> [Try it]: Copy out all of the data below with no alterations.

-- Data follows --

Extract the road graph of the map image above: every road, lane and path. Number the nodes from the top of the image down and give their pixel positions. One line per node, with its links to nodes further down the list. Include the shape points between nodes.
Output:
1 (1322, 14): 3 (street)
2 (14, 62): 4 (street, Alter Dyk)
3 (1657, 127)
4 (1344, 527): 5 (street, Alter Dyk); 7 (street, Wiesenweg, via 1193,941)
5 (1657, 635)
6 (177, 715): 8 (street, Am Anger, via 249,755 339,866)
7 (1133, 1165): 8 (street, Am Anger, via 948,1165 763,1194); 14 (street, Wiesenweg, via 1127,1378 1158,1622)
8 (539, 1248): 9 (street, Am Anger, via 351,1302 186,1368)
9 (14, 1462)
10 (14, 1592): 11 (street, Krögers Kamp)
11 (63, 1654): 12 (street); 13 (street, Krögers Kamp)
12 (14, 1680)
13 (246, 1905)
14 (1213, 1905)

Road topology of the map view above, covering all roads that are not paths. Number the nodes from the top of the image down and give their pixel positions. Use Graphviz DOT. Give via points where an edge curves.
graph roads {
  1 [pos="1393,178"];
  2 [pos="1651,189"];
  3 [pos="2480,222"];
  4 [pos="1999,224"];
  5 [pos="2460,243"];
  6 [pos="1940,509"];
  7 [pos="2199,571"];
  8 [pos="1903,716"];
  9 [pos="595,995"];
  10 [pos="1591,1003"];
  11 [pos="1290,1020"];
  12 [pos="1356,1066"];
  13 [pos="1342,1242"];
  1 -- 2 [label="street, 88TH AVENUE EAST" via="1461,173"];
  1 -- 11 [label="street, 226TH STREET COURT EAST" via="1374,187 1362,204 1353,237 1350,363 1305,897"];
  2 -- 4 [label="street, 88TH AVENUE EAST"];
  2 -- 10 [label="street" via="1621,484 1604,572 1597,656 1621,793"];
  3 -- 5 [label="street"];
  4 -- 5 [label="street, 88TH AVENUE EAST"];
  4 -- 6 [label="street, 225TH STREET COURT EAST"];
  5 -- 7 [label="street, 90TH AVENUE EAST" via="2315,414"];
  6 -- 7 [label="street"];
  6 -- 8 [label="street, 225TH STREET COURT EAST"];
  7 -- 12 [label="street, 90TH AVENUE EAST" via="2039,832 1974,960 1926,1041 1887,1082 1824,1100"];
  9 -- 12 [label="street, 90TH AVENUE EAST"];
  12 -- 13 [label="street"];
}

-- Data concluded --

> [Result for this task]:
Extract the road graph of the map image above: every road, lane and path. Number the nodes from the top of the image down and give their pixel positions. One line per node, with its links to nodes further down the list. Include the shape points between nodes.
Output:
1 (1322, 14): 3 (street)
2 (14, 62): 4 (street, Alter Dyk)
3 (1657, 127)
4 (1344, 527): 5 (street, Alter Dyk); 7 (street, Wiesenweg, via 1193,941)
5 (1657, 635)
6 (177, 715): 8 (street, Am Anger, via 249,755 339,866)
7 (1133, 1165): 8 (street, Am Anger, via 948,1165 763,1194); 14 (street, Wiesenweg, via 1127,1378 1158,1622)
8 (539, 1248): 9 (street, Am Anger, via 351,1302 186,1368)
9 (14, 1462)
10 (14, 1592): 11 (street, Krögers Kamp)
11 (63, 1654): 12 (street); 13 (street, Krögers Kamp)
12 (14, 1680)
13 (246, 1905)
14 (1213, 1905)

Road topology of the map view above, covering all roads that are not paths. Number the nodes from the top of the image down and give their pixel positions. Use Graphviz DOT. Give via points where an edge curves.
graph roads {
  1 [pos="1393,178"];
  2 [pos="1651,189"];
  3 [pos="2480,222"];
  4 [pos="1999,224"];
  5 [pos="2460,243"];
  6 [pos="1940,509"];
  7 [pos="2199,571"];
  8 [pos="1903,716"];
  9 [pos="595,995"];
  10 [pos="1591,1003"];
  11 [pos="1290,1020"];
  12 [pos="1356,1066"];
  13 [pos="1342,1242"];
  1 -- 2 [label="street, 88TH AVENUE EAST" via="1461,173"];
  1 -- 11 [label="street, 226TH STREET COURT EAST" via="1374,187 1362,204 1353,237 1350,363 1305,897"];
  2 -- 4 [label="street, 88TH AVENUE EAST"];
  2 -- 10 [label="street" via="1621,484 1604,572 1597,656 1621,793"];
  3 -- 5 [label="street"];
  4 -- 5 [label="street, 88TH AVENUE EAST"];
  4 -- 6 [label="street, 225TH STREET COURT EAST"];
  5 -- 7 [label="street, 90TH AVENUE EAST" via="2315,414"];
  6 -- 7 [label="street"];
  6 -- 8 [label="street, 225TH STREET COURT EAST"];
  7 -- 12 [label="street, 90TH AVENUE EAST" via="2039,832 1974,960 1926,1041 1887,1082 1824,1100"];
  9 -- 12 [label="street, 90TH AVENUE EAST"];
  12 -- 13 [label="street"];
}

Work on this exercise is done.